Another parameter of importance when dealing with modern gaseous fuels is the Wobbe Index (WI), which is a measure of interchangeability of fuels. It is expressed as:

$${\text{WI}} = \frac{\text{HHV}}{{\sqrt {G_{s} } }} = \frac{{\left[ {\Updelta H_{{f,{\text{H}}_{2} {\text{O}}({\text{l}})}}^{0} } \right] \cdot x_{{{\text{H}}_{2} }} + \left[ {\Updelta H_{{f,{\text{CO}}_{2} }}^{0} - \Updelta H_{{f,{\text{CO}}}}^{0} } \right] \cdot x_{\text{CO}} + \left[ {2\Updelta H_{{f,{\text{H}}_{2} {\text{O}}}}^{0} + \Updelta H_{{f,{\text{CO}}_{2} }}^{0} - \Updelta H_{{f,{\text{CH}}_{4} }}^{0} } \right] \cdot x_{{{\text{CH}}_{4} }} }}{{\sqrt {G_{s} } }}$$

where G s is the specific gravity of the gaseous fuel with respect to dry air at 25 °C and 1 bar. The subscript (l) indicates the liquid phase of water.

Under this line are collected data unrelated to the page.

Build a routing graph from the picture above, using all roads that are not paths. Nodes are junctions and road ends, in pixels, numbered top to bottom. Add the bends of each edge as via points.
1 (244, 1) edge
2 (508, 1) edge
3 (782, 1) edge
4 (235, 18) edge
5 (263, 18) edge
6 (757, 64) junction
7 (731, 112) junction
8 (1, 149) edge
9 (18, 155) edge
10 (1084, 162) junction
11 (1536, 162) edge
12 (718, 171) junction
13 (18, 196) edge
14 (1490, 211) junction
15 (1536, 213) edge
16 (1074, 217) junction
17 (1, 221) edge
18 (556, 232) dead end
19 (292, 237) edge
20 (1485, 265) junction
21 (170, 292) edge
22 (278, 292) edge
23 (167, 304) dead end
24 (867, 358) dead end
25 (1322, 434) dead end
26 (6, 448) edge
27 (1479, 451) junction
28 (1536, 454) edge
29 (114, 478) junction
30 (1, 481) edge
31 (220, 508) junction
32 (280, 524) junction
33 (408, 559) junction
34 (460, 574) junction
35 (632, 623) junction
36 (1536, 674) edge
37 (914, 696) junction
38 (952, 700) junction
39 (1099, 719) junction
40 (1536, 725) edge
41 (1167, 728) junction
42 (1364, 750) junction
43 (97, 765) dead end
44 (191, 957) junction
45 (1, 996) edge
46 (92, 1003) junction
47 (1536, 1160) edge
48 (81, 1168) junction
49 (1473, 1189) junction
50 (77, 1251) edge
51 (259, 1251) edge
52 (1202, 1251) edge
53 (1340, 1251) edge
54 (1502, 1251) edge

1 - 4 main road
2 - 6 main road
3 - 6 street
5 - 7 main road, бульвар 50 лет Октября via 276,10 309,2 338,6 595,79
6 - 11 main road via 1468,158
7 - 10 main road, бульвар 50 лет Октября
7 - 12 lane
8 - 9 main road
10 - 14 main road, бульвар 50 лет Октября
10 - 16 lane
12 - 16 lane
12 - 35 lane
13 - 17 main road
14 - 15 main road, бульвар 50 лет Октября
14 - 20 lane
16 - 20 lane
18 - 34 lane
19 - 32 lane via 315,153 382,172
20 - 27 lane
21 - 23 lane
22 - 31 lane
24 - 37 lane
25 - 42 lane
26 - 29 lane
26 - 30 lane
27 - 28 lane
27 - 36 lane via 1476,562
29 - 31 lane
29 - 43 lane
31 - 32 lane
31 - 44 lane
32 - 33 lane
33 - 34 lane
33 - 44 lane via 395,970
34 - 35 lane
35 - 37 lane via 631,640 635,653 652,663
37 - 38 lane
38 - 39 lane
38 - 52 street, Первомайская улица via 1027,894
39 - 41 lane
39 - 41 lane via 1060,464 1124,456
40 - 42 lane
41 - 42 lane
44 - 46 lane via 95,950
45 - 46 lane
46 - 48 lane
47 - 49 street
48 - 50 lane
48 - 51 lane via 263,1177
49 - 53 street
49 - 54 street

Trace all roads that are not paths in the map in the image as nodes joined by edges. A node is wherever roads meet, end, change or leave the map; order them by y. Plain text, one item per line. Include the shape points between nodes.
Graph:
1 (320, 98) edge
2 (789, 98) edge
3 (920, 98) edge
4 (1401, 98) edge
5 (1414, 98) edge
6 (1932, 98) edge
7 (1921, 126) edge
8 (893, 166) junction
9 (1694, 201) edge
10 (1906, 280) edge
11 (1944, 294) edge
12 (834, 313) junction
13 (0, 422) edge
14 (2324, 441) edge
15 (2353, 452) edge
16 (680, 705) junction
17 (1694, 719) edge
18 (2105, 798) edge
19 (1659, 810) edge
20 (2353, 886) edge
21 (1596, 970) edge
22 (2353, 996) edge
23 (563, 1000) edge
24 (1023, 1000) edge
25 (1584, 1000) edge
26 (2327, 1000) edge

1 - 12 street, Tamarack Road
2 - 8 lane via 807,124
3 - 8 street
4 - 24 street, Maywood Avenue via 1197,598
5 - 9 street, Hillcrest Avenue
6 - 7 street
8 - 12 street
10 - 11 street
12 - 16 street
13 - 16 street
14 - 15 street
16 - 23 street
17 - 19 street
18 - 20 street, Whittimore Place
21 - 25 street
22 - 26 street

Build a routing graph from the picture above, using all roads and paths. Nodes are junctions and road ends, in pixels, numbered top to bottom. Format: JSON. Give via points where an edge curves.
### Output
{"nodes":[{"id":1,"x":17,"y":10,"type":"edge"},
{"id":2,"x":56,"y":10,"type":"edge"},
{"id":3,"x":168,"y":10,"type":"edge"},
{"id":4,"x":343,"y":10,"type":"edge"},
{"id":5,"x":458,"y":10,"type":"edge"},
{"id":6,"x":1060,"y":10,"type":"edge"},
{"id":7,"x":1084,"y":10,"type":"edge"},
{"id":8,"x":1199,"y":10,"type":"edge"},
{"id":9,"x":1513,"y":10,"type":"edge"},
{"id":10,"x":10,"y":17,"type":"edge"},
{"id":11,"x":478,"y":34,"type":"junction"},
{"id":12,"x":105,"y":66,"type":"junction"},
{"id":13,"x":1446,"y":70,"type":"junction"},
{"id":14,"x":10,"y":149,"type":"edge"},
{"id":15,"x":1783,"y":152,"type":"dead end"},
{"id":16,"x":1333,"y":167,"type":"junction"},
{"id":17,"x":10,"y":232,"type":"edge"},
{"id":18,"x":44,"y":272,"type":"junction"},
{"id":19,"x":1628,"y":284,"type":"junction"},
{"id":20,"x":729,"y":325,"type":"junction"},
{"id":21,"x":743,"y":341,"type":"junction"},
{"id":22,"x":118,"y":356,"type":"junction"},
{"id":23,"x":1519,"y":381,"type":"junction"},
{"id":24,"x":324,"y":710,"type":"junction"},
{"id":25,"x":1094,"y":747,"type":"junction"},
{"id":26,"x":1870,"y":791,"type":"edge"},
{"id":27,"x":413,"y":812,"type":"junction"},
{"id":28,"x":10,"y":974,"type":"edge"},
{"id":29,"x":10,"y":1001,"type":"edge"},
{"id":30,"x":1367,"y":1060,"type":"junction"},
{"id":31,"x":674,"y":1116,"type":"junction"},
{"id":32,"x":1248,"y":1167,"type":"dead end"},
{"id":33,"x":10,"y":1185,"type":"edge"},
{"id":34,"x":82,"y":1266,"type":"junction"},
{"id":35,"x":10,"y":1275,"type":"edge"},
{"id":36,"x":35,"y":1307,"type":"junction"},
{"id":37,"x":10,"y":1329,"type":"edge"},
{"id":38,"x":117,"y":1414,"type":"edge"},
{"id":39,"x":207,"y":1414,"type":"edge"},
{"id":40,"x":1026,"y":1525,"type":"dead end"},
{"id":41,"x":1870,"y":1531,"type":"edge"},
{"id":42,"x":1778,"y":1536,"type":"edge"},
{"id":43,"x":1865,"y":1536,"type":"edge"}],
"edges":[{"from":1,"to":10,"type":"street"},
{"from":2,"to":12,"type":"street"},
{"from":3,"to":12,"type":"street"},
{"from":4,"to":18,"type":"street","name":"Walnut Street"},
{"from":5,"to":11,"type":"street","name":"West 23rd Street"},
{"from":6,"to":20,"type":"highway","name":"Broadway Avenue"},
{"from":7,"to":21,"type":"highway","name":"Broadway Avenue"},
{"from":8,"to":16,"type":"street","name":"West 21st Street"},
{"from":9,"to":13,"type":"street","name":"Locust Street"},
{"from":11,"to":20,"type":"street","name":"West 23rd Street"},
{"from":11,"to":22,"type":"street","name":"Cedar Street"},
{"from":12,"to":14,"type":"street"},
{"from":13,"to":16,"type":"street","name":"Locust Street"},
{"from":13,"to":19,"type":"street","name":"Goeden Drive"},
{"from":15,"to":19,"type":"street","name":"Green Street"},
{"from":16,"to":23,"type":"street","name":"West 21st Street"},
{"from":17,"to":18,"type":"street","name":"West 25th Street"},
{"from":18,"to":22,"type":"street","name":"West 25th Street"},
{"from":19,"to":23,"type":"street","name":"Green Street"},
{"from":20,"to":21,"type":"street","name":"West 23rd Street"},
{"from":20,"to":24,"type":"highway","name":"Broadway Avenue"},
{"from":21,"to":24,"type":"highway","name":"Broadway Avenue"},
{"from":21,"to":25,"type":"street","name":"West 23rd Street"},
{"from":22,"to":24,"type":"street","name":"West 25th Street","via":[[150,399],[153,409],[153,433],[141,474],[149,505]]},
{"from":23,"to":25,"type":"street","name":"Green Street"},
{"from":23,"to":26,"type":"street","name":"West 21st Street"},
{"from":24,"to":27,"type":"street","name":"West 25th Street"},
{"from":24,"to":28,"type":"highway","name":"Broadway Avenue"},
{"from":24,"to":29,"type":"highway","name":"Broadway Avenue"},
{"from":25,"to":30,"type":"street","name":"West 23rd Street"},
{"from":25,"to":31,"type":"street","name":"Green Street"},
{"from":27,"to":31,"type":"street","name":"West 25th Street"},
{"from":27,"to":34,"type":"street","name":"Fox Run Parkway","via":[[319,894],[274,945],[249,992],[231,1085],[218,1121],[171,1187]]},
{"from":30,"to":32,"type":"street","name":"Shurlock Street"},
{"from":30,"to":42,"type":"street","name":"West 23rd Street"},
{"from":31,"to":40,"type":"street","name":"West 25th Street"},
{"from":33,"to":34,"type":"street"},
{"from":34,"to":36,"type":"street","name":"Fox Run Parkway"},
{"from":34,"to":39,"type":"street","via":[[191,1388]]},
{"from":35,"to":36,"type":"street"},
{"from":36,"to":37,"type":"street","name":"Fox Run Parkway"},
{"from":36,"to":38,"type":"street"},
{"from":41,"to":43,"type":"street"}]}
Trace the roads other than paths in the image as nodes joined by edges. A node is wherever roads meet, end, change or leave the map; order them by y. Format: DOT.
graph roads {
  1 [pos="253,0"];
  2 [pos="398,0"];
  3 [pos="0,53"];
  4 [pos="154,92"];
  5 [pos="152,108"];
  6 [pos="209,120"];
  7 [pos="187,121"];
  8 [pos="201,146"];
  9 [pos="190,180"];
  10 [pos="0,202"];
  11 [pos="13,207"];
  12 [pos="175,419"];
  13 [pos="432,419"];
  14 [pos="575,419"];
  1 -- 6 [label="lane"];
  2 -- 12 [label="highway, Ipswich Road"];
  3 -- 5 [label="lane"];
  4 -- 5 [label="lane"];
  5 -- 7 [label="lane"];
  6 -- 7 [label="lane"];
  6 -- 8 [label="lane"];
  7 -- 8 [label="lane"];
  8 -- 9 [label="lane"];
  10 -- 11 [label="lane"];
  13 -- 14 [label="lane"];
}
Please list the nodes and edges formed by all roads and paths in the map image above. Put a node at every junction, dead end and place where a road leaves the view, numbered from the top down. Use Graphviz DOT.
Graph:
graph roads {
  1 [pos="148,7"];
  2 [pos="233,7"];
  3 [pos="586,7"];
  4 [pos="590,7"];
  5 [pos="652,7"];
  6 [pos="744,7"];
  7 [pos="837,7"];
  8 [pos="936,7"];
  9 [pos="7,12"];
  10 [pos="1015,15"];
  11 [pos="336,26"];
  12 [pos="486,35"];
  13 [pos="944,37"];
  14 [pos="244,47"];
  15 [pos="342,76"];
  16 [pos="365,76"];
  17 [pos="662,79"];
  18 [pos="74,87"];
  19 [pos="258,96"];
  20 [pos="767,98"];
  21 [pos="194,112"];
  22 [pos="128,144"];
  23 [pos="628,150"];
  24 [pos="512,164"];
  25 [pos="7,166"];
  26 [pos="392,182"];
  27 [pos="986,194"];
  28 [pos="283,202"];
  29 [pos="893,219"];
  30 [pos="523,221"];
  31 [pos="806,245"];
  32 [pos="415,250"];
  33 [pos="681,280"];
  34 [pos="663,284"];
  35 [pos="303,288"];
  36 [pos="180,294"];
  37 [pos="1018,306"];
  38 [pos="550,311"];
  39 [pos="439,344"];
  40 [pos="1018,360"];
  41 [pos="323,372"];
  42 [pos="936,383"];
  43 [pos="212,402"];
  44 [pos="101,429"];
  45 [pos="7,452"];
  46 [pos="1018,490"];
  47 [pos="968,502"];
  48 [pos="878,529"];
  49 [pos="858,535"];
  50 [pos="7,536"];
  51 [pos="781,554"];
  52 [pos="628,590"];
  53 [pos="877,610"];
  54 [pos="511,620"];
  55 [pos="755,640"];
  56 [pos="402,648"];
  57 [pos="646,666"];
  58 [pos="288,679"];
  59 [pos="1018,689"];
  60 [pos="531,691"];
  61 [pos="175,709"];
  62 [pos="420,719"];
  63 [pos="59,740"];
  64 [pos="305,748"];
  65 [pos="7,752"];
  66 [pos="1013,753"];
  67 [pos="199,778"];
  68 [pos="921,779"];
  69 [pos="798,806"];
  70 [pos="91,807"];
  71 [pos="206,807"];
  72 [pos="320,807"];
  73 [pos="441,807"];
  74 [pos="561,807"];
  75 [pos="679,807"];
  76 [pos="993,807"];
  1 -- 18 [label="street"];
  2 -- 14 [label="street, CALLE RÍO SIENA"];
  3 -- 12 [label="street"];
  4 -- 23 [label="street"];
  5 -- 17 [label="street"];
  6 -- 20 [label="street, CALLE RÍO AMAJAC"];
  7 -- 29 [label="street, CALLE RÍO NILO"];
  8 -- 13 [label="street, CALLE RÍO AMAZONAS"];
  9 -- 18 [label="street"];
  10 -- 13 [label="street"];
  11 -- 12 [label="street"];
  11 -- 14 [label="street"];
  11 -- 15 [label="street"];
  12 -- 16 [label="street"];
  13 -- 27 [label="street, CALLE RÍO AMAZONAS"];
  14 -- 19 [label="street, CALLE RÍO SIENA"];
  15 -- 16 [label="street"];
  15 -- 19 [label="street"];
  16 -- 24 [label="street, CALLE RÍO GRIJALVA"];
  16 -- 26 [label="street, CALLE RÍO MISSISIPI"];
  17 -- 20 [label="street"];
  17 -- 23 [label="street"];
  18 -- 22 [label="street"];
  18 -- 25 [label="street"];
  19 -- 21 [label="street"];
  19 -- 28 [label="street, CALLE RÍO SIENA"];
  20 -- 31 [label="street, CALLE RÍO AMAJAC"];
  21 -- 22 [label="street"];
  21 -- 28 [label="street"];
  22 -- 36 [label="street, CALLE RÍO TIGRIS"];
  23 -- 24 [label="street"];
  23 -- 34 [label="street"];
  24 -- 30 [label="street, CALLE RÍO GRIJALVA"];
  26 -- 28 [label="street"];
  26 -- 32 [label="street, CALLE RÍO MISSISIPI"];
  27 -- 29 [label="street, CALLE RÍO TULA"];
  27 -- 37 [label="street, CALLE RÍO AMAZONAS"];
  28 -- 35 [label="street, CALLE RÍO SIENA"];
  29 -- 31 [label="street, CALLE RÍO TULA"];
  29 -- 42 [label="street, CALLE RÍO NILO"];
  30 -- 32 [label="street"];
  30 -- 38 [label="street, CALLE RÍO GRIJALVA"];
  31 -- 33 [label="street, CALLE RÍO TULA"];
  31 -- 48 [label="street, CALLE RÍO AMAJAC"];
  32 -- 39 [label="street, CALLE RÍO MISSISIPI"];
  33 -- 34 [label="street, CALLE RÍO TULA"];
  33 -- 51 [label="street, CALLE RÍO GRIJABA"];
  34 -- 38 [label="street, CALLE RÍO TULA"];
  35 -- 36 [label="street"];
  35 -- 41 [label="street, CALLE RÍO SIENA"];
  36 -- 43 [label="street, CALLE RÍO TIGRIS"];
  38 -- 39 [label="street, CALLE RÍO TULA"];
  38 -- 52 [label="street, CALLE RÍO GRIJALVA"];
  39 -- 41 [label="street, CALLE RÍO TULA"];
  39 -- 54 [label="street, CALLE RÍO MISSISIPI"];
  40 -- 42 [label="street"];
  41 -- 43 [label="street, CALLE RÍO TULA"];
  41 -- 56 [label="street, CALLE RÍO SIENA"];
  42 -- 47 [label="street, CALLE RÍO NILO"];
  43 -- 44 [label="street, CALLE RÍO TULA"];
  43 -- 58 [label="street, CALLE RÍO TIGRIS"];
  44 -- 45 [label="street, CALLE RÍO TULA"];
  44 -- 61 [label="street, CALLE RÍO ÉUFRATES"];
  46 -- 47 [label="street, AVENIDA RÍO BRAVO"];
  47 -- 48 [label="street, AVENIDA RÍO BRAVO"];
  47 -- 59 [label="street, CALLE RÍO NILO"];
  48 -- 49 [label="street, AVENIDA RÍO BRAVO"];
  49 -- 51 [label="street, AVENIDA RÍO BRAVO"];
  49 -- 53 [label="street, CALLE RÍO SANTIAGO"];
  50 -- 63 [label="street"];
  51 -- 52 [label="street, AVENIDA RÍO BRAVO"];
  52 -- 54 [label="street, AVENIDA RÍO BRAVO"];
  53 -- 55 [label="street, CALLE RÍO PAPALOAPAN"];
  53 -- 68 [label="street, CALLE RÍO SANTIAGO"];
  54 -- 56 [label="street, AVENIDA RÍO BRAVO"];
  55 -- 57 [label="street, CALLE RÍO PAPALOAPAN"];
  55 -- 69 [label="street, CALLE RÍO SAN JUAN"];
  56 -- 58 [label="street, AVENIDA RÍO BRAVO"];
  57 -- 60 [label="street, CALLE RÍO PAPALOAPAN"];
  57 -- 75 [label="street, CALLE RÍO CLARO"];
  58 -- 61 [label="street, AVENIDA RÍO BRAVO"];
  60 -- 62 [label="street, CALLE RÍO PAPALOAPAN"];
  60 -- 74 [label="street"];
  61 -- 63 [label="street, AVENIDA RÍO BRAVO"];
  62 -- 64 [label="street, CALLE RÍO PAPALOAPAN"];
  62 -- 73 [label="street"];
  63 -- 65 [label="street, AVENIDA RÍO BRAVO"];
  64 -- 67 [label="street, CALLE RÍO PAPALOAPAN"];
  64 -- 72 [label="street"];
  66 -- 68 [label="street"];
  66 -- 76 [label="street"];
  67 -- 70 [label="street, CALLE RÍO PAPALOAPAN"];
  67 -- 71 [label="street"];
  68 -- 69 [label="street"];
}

The lower heating value was calculated per kilogram carbon basis for each of the syngas mixtures and compared with the known value in Fig. 17a. A maximum scatter of less than 6 % (rms error <0.4 %) was observed for all these measurements.

Fig. 17
figure 17

Comparison between known and measured a LHV in MJ/kg C; b Wobbe index in MJ/Nm3

Similarly, generally good agreement was achieved between the measured and the known values of the Wobbe Index as apparent from Fig. 17b. The maximum scatter observed in this case was below 8 % (rms error <0.4 %). The effective uncertainty in these inferred values from the constituents was due to the cumulative uncertainty in each of the measured components.

11 Summary

Multi-species laser absorption sensors were designed, constructed and tested to monitor the mole fraction of CO, CO2, CH4 and H2O in synthesis gas mixtures at pressures up to 20 atm and temperatures of 300–400 K. The sensor design was based on 1f-normalized WMS-2f detection of infrared laser absorption. The line selection was optimized for performance at high pressures and to suppress interference from typical syngas composition. A database of collision-broadening coefficients was acquired for collisions with the set of species (CO, CO2, H2, H2O, N2 and CH4) expected in syngas. The performance of these sensors was evaluated at room temperature up to a pressure of 20 atm. The spectral simulations for the 1f-normalized WMS-2f signals showed agreement with the measurements in both binary mixtures with N2 and in multi-species synthetic syngas. The lower heating value and the Wobbe index were calculated from the sensor data and compared with the known values. The inferred values were within 6 % for the LHV and 8 % for the Wobbe index over the entire pressure range. The sensor has the potential to become a reliable and fast real-time monitor for gasifier product syngas composition, with a promising future for new strategies of gasification control. The sensor was recently tested successfully in the pilot-scale entrained-flow gasifier at the University of Utah. The results of that field campaign will be published separately.